The risks that the CDC Director describes are actually in many forms. Including risks we’ve already witnessed in the Shreveport and Bossier areas curing the school closures in the Spring. Here are the surface risks the CDC Director sees:

“You know, a lot of kids get their mental health services, over 7 million, in school. A lot of people get food and nutrition in schools. Schools are really important in terms of mandatory reporting sexual and child abuse. Obviously, the socialization is important. And, obviously, for some kids, I think actually a majority of kids, their learning in a face-to-face school is the most effective method of teaching.”

But there’s a far more deadly issue that the CDC Director brought up for students. Dr. Redfield pointed to the increased numbers in suicides among students, and the relation to COVID-19:

“But there has been another cost that we’ve seen, particularly in high schools. We’re seeing, sadly, far greater suicides now than we are deaths from COVID. We’re seeing far greater deaths from drug overdose that are above excess that we had as background than we are seeing the deaths from COVID. So this is why I keep coming back for the overall social being of individuals, is let’s all work together and find out how we can find common ground to get these schools open in a way that people are comfortable and their safe.”

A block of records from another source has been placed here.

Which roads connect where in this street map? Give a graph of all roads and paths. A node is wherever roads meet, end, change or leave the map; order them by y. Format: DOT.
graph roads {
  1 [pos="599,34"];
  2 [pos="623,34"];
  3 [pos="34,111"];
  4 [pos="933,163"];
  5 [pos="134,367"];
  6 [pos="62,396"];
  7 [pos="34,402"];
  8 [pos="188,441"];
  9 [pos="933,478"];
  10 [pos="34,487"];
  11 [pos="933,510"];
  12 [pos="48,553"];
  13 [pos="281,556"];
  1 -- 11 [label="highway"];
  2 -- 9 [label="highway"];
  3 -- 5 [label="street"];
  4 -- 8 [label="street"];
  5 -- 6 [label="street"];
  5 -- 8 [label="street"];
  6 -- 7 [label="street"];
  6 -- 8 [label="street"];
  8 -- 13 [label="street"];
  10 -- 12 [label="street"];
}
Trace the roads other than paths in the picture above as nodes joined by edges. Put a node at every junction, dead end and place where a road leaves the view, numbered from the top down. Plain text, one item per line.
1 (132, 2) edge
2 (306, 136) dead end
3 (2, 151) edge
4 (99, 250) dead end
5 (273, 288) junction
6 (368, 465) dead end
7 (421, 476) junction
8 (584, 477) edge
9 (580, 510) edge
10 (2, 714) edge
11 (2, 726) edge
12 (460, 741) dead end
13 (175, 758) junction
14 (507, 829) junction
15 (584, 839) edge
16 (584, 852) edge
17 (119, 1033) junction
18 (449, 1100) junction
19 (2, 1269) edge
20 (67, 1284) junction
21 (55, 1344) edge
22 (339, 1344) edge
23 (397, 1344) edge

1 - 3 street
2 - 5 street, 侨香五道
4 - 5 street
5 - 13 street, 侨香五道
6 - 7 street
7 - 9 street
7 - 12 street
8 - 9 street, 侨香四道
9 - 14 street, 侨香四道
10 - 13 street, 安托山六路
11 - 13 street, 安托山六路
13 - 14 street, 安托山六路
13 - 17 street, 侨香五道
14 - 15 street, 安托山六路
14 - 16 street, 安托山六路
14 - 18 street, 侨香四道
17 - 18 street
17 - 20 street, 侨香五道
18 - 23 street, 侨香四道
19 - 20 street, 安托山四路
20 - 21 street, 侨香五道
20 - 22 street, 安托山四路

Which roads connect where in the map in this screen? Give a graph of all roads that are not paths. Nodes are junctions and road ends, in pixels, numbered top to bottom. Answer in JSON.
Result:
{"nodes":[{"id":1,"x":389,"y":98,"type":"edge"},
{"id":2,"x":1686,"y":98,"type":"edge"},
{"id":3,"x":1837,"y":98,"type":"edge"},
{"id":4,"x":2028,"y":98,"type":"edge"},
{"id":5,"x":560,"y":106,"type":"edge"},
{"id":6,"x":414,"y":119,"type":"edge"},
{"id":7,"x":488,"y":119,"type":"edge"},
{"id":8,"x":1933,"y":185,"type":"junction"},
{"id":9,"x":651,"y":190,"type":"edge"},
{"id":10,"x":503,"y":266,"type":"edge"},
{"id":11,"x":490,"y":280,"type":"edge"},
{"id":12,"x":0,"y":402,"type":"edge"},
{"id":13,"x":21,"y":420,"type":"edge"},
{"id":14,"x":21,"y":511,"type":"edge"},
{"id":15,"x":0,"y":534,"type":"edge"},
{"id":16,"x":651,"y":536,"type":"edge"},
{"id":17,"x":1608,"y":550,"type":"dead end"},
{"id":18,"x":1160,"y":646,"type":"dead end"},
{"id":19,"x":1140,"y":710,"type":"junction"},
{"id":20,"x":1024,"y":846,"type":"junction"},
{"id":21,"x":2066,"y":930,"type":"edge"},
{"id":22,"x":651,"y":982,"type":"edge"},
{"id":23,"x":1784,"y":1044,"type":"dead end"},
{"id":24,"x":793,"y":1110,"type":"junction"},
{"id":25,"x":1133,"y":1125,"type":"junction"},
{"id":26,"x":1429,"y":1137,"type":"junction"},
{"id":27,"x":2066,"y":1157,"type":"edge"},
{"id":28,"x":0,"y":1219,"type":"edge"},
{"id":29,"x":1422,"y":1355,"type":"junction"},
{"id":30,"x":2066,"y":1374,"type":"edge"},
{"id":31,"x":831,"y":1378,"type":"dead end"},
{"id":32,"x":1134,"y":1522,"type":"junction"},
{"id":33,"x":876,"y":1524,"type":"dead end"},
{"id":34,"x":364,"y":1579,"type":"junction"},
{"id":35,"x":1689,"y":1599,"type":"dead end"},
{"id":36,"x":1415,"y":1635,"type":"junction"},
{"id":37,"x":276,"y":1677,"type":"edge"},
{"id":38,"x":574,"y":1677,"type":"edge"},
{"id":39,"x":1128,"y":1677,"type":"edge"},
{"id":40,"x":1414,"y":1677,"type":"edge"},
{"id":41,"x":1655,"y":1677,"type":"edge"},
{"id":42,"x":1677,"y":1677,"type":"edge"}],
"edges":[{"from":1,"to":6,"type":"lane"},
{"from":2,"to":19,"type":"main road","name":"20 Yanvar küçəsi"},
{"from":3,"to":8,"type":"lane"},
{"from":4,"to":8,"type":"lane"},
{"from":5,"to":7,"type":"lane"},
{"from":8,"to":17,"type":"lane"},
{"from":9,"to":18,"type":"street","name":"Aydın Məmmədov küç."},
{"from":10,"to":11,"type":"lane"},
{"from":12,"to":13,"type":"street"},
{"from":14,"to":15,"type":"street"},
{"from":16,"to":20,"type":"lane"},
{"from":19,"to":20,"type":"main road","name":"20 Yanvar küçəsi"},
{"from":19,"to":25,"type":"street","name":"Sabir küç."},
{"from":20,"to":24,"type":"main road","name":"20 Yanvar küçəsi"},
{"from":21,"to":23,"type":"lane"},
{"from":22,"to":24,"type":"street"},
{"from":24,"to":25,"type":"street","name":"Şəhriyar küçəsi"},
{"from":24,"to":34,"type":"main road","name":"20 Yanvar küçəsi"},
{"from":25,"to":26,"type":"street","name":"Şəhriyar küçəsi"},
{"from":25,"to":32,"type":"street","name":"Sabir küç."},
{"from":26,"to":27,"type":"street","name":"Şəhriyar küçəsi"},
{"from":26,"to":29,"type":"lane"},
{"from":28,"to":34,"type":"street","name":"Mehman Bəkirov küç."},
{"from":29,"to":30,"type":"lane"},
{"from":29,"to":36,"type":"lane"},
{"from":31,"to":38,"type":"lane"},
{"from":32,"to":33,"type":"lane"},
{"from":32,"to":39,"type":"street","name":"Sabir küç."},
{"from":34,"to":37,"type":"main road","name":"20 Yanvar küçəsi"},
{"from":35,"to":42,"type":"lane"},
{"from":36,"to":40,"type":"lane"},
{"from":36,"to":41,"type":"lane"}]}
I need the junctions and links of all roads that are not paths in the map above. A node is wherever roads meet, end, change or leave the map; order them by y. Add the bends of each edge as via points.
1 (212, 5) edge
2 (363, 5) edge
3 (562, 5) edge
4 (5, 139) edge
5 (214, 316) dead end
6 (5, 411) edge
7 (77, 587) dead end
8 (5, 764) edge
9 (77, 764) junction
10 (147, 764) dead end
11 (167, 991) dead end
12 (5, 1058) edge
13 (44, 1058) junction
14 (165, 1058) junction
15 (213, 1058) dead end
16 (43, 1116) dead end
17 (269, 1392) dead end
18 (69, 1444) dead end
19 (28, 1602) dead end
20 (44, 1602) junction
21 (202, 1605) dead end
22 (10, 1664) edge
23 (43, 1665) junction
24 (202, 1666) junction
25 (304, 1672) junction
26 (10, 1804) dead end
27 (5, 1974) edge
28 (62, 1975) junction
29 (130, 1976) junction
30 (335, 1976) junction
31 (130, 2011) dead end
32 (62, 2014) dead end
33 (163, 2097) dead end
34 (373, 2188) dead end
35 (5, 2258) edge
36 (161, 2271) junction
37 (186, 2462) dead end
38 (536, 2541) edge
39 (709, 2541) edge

Dr. Redfield spent a lot of time in the webinar talking about the risk management in reopening schools. By explaining all of the issues with keeping schools closed, including food safety, distance learning struggles, and suicide risk among high school students, it creates a balance to consider against the impact of the virus on children. Which is something he addressed directly as well. The CDC Director broke down the risk of COVID-19 among school children:

“I think it is important to try to be factual as we go through this. When we look at, right now, the mortality of this particular COVID virus, in the first almost 218,000 people we looked at February to July, there was 52 individuals under the age of 18. And if I recollect, about 35 were actually school age. Some of them were younger than school age. We’re looking critically at those individuals. And, you know, clearly, there’s an increase in comorbidities related to significant medical conditions that we already […unintelligible…]. But I think that’s important because what that means, actually, is the risk per 100,000, so far, you know, into the outbreak, six months into it, is, in fact, that we’re looking at about .1 per 100,000. So another way to say that, it’s one in a million. Now, I’m not trying to belittle that, I’m just trying to make sure we look at it proportional. Because if you do the same thing for influenza deaths for school-age children over the last five years, they’re anywhere from five to 10 times greater. So I want people to understand the risk properly as they make that decision. And, obviously, influenza, we also benefit from having therapy and a vaccine. So I don’t want people to overestimate the risk of serious illness to individuals that are school age.”

With minimal dangers for students from COVID-19, and the increasing concerns around student suicide, food safety, and other critical issues, its easy to see why the CDC Director would be pushing to open schools.